Chef (adel)
Aan het hoofd van een aantal adellijke geslachten staat een "chef".
De hoogste adellijke families wortelen nog in de feodale periode en anderen hebben de gewoonten van de oudere feodale huizen overgenomen. Daartoe behoort het gezag dat het hoofd van het Huis over de dynasten of agnaten heeft. Hij of zij moet in een aantal families de ebenbürtigkeit van de huwelijken van de leden van het Huis goedkeuren en stelt regels, ook over de godsdienst van de huwelijkspartners, vast.
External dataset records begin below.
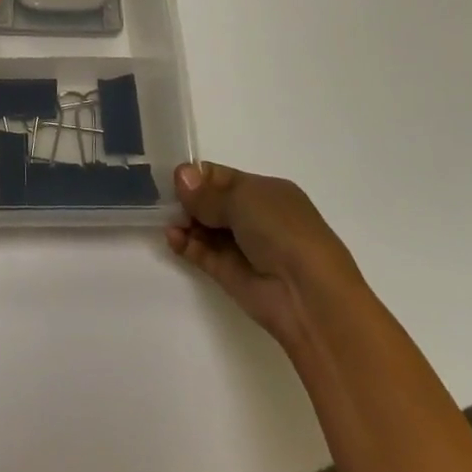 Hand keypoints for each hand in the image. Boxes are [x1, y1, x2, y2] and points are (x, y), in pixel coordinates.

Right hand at [166, 162, 360, 346]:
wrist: (309, 295)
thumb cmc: (282, 232)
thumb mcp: (244, 199)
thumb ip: (207, 192)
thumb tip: (180, 176)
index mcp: (267, 192)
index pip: (223, 177)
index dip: (197, 176)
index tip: (171, 178)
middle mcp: (256, 217)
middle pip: (211, 202)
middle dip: (187, 199)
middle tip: (162, 199)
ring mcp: (243, 247)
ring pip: (205, 228)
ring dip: (184, 222)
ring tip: (167, 220)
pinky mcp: (230, 274)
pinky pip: (202, 253)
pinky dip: (185, 244)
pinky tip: (172, 237)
Ook de titels van de jongere of minder hooggeplaatste leden van de familie worden in een aantal gevallen, bijvoorbeeld in het Huis Frankrijk, door de chef bepaald[1].
Dit voorrecht wordt staatsrechtelijk erkend wanneer dat voorkomt uit het Jus sanguinis van de na 1815 in Europa regerende families.
De Graaf van Parijs verleent binnen zijn geslacht, de Franse Bourbons, een groot aantal oude titels die ook in het verleden door de Bourbons zijn gebruikt, waaronder die van comte de Clermont, duc d'Orléans, comte d'Evreux en comte de la Marche.
De in familiewetten, huwelijksverdragen en in het gewoonterecht vastgelegde bevoegdheden van de Chef staan op gespannen voet het meer egalitaire moderne Burgerlijk Recht.
De Duitse rechter erkent het gezag van de hoofden van de vele koninklijke en prinselijke geslachten over de familieleden niet zonder meer[2].
Een oordeel van het hoogste Duitse gerechtshof van 22 maart 2004[3] betekende dat het hoofd van het Huis Hohenzollern de titels en predicaten van de prinsen van dat Huis in het vervolg niet van hen mag afnemen wanneer zij huwen met een partner die een andere godsdienst heeft, niet van hoge adel is of de Chef om andere redenen niet bevalt. Dat zou in strijd zijn met Art. 6. Terugwerkende kracht had de uitspraak niet, het Erbvertrag en de Familiewet waren niet altijd ongeldig geweest[4].
- ↑ Almanach de Gotha, 2000
- ↑ Een rechter toetste het Erbvertrag dat Kronprinz Wilhelm in 1938 notarieel had gesloten. Daarin werd de erfenis van de Hohenzollern geregeld. Het Erfverdrag gaat uit van eerstgeboorterecht in de mannelijke lijn. Uitgesloten zijn door de zogenaamde "Erbunfähigkeitsklausel" die nakomelingen van de Pruisische koningen die "in een huwelijk leven dat niet "den Grundsätzen der Hausverfassung des Brandenburgisch-Preußischen Hauses entsprechenden " of uit een dergelijk "hausverfassungsmäßiges" huwelijk stammen. De Huiswet eist "Ebenbürtigkeit" van alle huwelijkspartners. Het komt erop neer dat zij in de lijsten van het Ie en IIe boek van de Almanach de Gotha als zodanig zijn benoemd. De regeling is niet conform Art. 6 Grundgesetz der Bundesrepublik Deutschland.
- ↑ 22. März 2004 zwar über den Einzelfall hinaus allgemeine Maßstäbe zur Anwendung der zivilrechtlichen Generalklauseln der §§ 138, 242 BGB gesetzt werden – also auf die Regelungen zur Sittenwidrigkeit und auf Treu und Glauben. Diese Maßstäbe gelten für solche letztwilligen Verfügungen, die die Eheschließungsfreiheit der als Erben eingesetzten Abkömmlinge beeinflussen. Diese Maßstäbe sind auch von den Gerichten bei zukünftigen Entscheidungen zu beachten.